Work to be completed ▸
Examine the entries and show every line in which the word "Wilkins" is found.

Records provided ▸

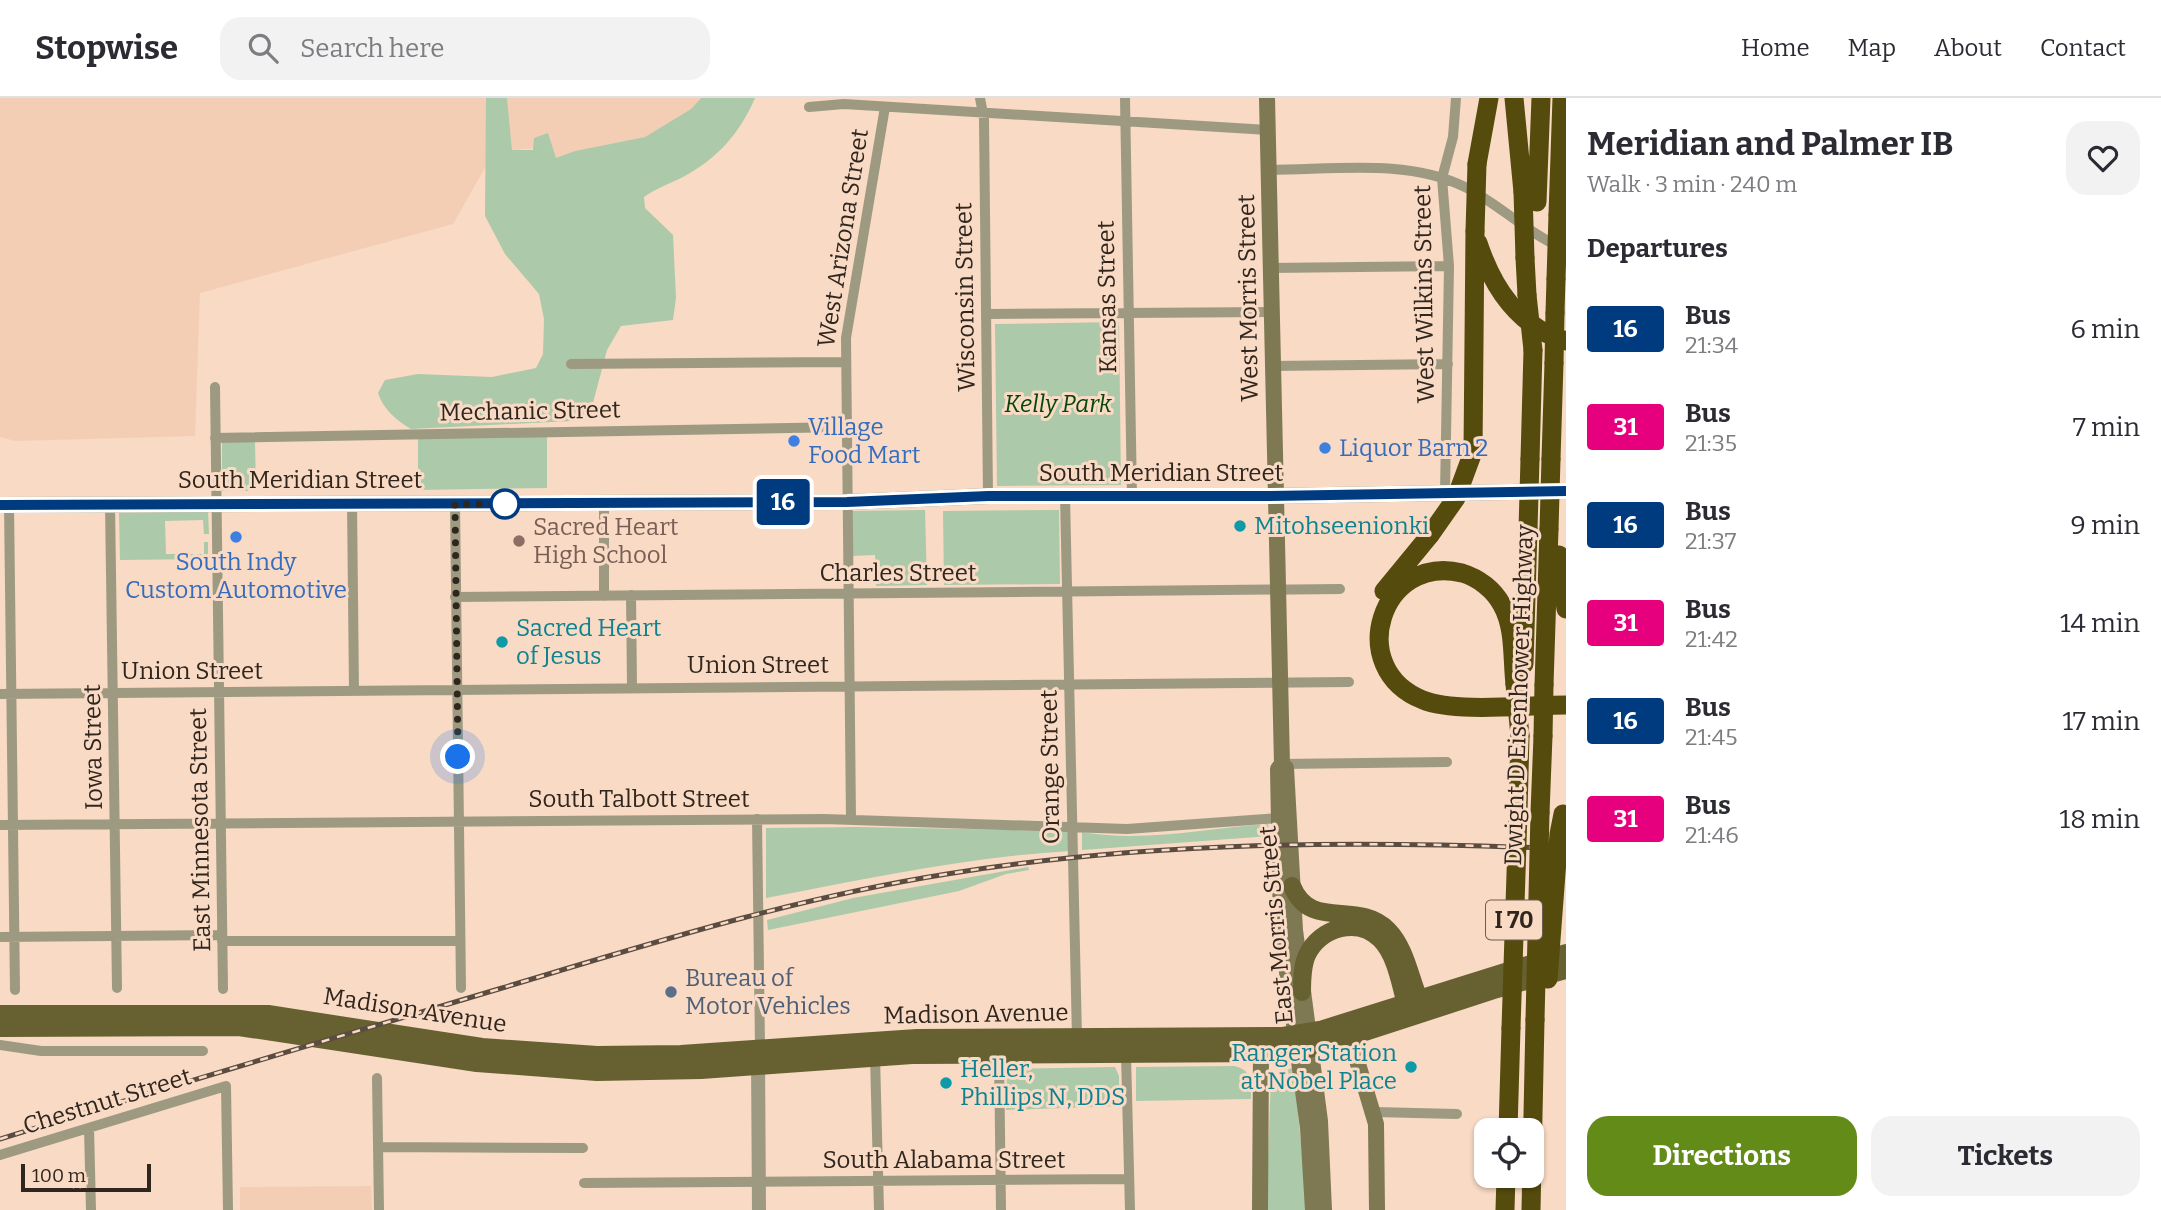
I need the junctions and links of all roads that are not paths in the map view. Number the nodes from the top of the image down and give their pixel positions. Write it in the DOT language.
graph roads {
  1 [pos="980,98"];
  2 [pos="1125,98"];
  3 [pos="1267,98"];
  4 [pos="1456,98"];
  5 [pos="1514,98"];
  6 [pos="1541,98"];
  7 [pos="1562,98"];
  8 [pos="1488,100"];
  9 [pos="809,107"];
  10 [pos="885,107"];
  11 [pos="983,113"];
  12 [pos="1125,121"];
  13 [pos="1268,130"];
  14 [pos="1268,170"];
  15 [pos="1442,178"];
  16 [pos="1530,197"];
  17 [pos="1475,232"];
  18 [pos="1566,250"];
  19 [pos="1449,266"];
  20 [pos="1270,268"];
  21 [pos="1271,312"];
  22 [pos="1129,313"];
  23 [pos="987,314"];
  24 [pos="1560,320"];
  25 [pos="1566,341"];
  26 [pos="846,362"];
  27 [pos="571,364"];
  28 [pos="1448,365"];
  29 [pos="1272,366"];
  30 [pos="215,387"];
  31 [pos="847,427"];
  32 [pos="215,438"];
  33 [pos="1566,491"];
  34 [pos="1444,492"];
  35 [pos="988,496"];
  36 [pos="1065,496"];
  37 [pos="1132,496"];
  38 [pos="1276,496"];
  39 [pos="352,502"];
  40 [pos="847,502"];
  41 [pos="216,503"];
  42 [pos="604,503"];
  43 [pos="110,504"];
  44 [pos="455,504"];
  45 [pos="4,505"];
  46 [pos="1553,530"];
  47 [pos="1340,589"];
  48 [pos="1278,590"];
  49 [pos="1068,593"];
  50 [pos="847,594"];
  51 [pos="631,595"];
  52 [pos="604,596"];
  53 [pos="455,597"];
  54 [pos="1566,609"];
  55 [pos="1280,682"];
  56 [pos="1349,682"];
  57 [pos="1070,684"];
  58 [pos="1519,684"];
  59 [pos="849,685"];
  60 [pos="632,687"];
  61 [pos="457,689"];
  62 [pos="354,691"];
  63 [pos="219,692"];
  64 [pos="113,693"];
  65 [pos="5,694"];
  66 [pos="1566,705"];
  67 [pos="1566,714"];
  68 [pos="1447,762"];
  69 [pos="1282,764"];
  70 [pos="1565,810"];
  71 [pos="1279,818"];
  72 [pos="757,819"];
  73 [pos="851,820"];
  74 [pos="458,821"];
  75 [pos="220,823"];
  76 [pos="115,824"];
  77 [pos="0,825"];
  78 [pos="13,825"];
  79 [pos="1073,827"];
  80 [pos="1292,886"];
  81 [pos="14,936"];
  82 [pos="116,936"];
  83 [pos="0,937"];
  84 [pos="222,938"];
  85 [pos="460,940"];
  86 [pos="1566,953"];
  87 [pos="1566,970"];
  88 [pos="117,988"];
  89 [pos="461,988"];
  90 [pos="223,989"];
  91 [pos="15,990"];
  92 [pos="1302,992"];
  93 [pos="1412,1002"];
  94 [pos="0,1014"];
  95 [pos="1539,1018"];
  96 [pos="0,1028"];
  97 [pos="1350,1037"];
  98 [pos="1077,1038"];
  99 [pos="1321,1038"];
  100 [pos="1284,1044"];
  101 [pos="0,1045"];
  102 [pos="203,1051"];
  103 [pos="999,1055"];
  104 [pos="1126,1055"];
  105 [pos="1261,1055"];
  106 [pos="759,1056"];
  107 [pos="875,1057"];
  108 [pos="377,1078"];
  109 [pos="1374,1112"];
  110 [pos="1457,1114"];
  111 [pos="1508,1118"];
  112 [pos="89,1128"];
  113 [pos="378,1147"];
  114 [pos="583,1148"];
  115 [pos="0,1155"];
  116 [pos="1129,1179"];
  117 [pos="759,1181"];
  118 [pos="1001,1181"];
  119 [pos="878,1182"];
  120 [pos="584,1183"];
  121 [pos="1506,1188"];
  122 [pos="91,1210"];
  123 [pos="228,1210"];
  124 [pos="379,1210"];
  125 [pos="759,1210"];
  126 [pos="879,1210"];
  127 [pos="1001,1210"];
  128 [pos="1130,1210"];
  129 [pos="1260,1210"];
  130 [pos="1313,1210"];
  131 [pos="1324,1210"];
  132 [pos="1377,1210"];
  133 [pos="1505,1210"];
  134 [pos="1531,1210"];
  1 -- 11 [label="street, Wisconsin Street"];
  2 -- 12 [label="street, Kansas Street"];
  3 -- 13 [label="main road, West Morris Street"];
  4 -- 15 [label="street, West Wilkins Street"];
  5 -- 16 [label="highway"];
  6 -- 16 [label="highway, Dwight D Eisenhower Highway"];
  7 -- 24 [label="highway, bridge"];
  8 -- 17 [label="highway, bridge"];
  9 -- 10 [label="street"];
  10 -- 11 [label="street"];
  10 -- 26 [label="street, West Arizona Street"];
  11 -- 12 [label="street"];
  11 -- 23 [label="street, Wisconsin Street"];
  12 -- 13 [label="street"];
  12 -- 22 [label="street, Kansas Street"];
  13 -- 14 [label="main road, West Morris Street"];
  14 -- 15 [label="street"];
  14 -- 20 [label="main road, West Morris Street"];
  15 -- 18 [label="street"];
  15 -- 19 [label="street, West Wilkins Street"];
  16 -- 58 [label="highway, Dwight D Eisenhower Highway, bridge"];
  17 -- 25 [label="highway"];
  17 -- 67 [label="highway, bridge"];
  19 -- 20 [label="street"];
  19 -- 28 [label="street, West Wilkins Street"];
  20 -- 21 [label="main road, West Morris Street"];
  21 -- 22 [label="street"];
  21 -- 29 [label="main road, West Morris Street"];
  22 -- 23 [label="street"];
  22 -- 37 [label="street, Kansas Street"];
  23 -- 35 [label="street, Wisconsin Street"];
  24 -- 46 [label="highway, bridge"];
  26 -- 27 [label="street"];
  26 -- 31 [label="street, West Arizona Street"];
  28 -- 29 [label="street"];
  28 -- 34 [label="street, West Wilkins Street"];
  29 -- 38 [label="main road, West Morris Street"];
  30 -- 32 [label="street, East Minnesota Street"];
  31 -- 32 [label="street, Mechanic Street"];
  31 -- 40 [label="street, West Arizona Street"];
  32 -- 41 [label="street, East Minnesota Street"];
  33 -- 34 [label="main road, South Meridian Street"];
  34 -- 38 [label="main road, South Meridian Street"];
  35 -- 36 [label="main road, South Meridian Street"];
  35 -- 40 [label="main road, South Meridian Street"];
  36 -- 37 [label="main road, South Meridian Street"];
  36 -- 49 [label="street, Orange Street"];
  37 -- 38 [label="main road, South Meridian Street"];
  38 -- 48 [label="main road, East Morris Street"];
  39 -- 41 [label="main road, South Meridian Street"];
  39 -- 44 [label="main road, South Meridian Street"];
  39 -- 62 [label="street"];
  40 -- 42 [label="main road, South Meridian Street"];
  40 -- 50 [label="street, West Arizona Street"];
  41 -- 43 [label="main road, South Meridian Street"];
  41 -- 63 [label="street, East Minnesota Street"];
  42 -- 44 [label="main road, South Meridian Street"];
  42 -- 52 [label="street"];
  43 -- 45 [label="main road, South Meridian Street"];
  43 -- 64 [label="street, Iowa Street"];
  44 -- 53 [label="street"];
  45 -- 65 [label="street"];
  46 -- 54 [label="highway"];
  46 -- 95 [label="highway, Dwight D Eisenhower Highway / I 70, bridge"];
  47 -- 48 [label="street, Charles Street"];
  48 -- 49 [label="street, Charles Street"];
  48 -- 55 [label="main road, East Morris Street"];
  49 -- 50 [label="street, Charles Street"];
  49 -- 57 [label="street, Orange Street"];
  50 -- 51 [label="street, Charles Street"];
  50 -- 59 [label="street, West Arizona Street"];
  51 -- 52 [label="street, Charles Street"];
  51 -- 60 [label="street"];
  52 -- 53 [label="street, Charles Street"];
  53 -- 61 [label="street"];
  55 -- 56 [label="street, Union Street"];
  55 -- 57 [label="street, Union Street"];
  55 -- 69 [label="main road, East Morris Street"];
  57 -- 59 [label="street, Union Street"];
  57 -- 79 [label="street, Orange Street"];
  58 -- 66 [label="highway"];
  58 -- 111 [label="highway, Dwight D Eisenhower Highway / I 70, bridge"];
  59 -- 60 [label="street, Union Street"];
  59 -- 73 [label="street, West Arizona Street"];
  60 -- 61 [label="street, Union Street"];
  61 -- 62 [label="street, Union Street"];
  61 -- 74 [label="street"];
  62 -- 63 [label="street, Union Street"];
  63 -- 64 [label="street, Union Street"];
  63 -- 75 [label="street, East Minnesota Street"];
  64 -- 65 [label="street, Union Street"];
  64 -- 76 [label="street, Iowa Street"];
  65 -- 78 [label="street"];
  68 -- 69 [label="street"];
  69 -- 71 [label="main road, East Morris Street"];
  69 -- 80 [label="main road, East Morris Street"];
  70 -- 95 [label="highway, bridge"];
  71 -- 79 [label="street, South Talbott Street"];
  71 -- 130 [label="main road, East Morris Street"];
  72 -- 73 [label="street, South Talbott Street"];
  72 -- 74 [label="street, South Talbott Street"];
  72 -- 106 [label="street"];
  73 -- 79 [label="street, South Talbott Street"];
  74 -- 75 [label="street, South Talbott Street"];
  74 -- 85 [label="street"];
  75 -- 76 [label="street, South Talbott Street"];
  75 -- 84 [label="street, East Minnesota Street"];
  76 -- 78 [label="street, South Talbott Street"];
  76 -- 82 [label="street, Iowa Street"];
  77 -- 78 [label="street, South Talbott Street"];
  78 -- 81 [label="street"];
  79 -- 98 [label="street, Orange Street"];
  80 -- 92 [label="main road, East Morris Street"];
  80 -- 93 [label="main road"];
  81 -- 82 [label="street"];
  81 -- 83 [label="street"];
  81 -- 91 [label="street"];
  82 -- 84 [label="street"];
  82 -- 88 [label="street, Iowa Street"];
  84 -- 85 [label="street"];
  84 -- 90 [label="street, East Minnesota Street"];
  85 -- 89 [label="street"];
  86 -- 93 [label="main road, Madison Avenue"];
  87 -- 97 [label="main road, Madison Avenue"];
  92 -- 93 [label="main road"];
  92 -- 131 [label="main road, East Morris Street"];
  93 -- 99 [label="main road, Madison Avenue"];
  94 -- 106 [label="main road, Madison Avenue"];
  95 -- 134 [label="highway, Dwight D Eisenhower Highway / I 70"];
  96 -- 106 [label="main road, Madison Avenue"];
  97 -- 99 [label="main road, Madison Avenue"];
  97 -- 109 [label="main road"];
  98 -- 100 [label="main road, Madison Avenue"];
  98 -- 106 [label="main road, Madison Avenue"];
  99 -- 100 [label="main road, Madison Avenue, bridge"];
  100 -- 105 [label="main road, Madison Avenue"];
  101 -- 102 [label="street"];
  103 -- 104 [label="main road, Madison Avenue"];
  103 -- 107 [label="main road, Madison Avenue"];
  103 -- 118 [label="street"];
  104 -- 105 [label="main road, Madison Avenue"];
  104 -- 116 [label="street"];
  105 -- 129 [label="main road, East Morris Street"];
  106 -- 107 [label="main road, Madison Avenue"];
  106 -- 117 [label="street"];
  107 -- 119 [label="street"];
  108 -- 113 [label="street"];
  109 -- 110 [label="street"];
  109 -- 132 [label="main road"];
  112 -- 115 [label="street, Chestnut Street"];
  112 -- 122 [label="street"];
  112 -- 123 [label="street, Chestnut Street"];
  113 -- 114 [label="street"];
  113 -- 124 [label="street"];
  116 -- 118 [label="street, South Alabama Street"];
  116 -- 128 [label="street"];
  117 -- 119 [label="street, South Alabama Street"];
  117 -- 120 [label="street, South Alabama Street"];
  117 -- 125 [label="street"];
  118 -- 119 [label="street, South Alabama Street"];
  118 -- 127 [label="street"];
  119 -- 126 [label="street"];
  121 -- 133 [label="highway"];
}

Answer to this problem ▸
  4 -- 15 [label="street, West Wilkins Street"];
  15 -- 19 [label="street, West Wilkins Street"];
  19 -- 28 [label="street, West Wilkins Street"];
  28 -- 34 [label="street, West Wilkins Street"];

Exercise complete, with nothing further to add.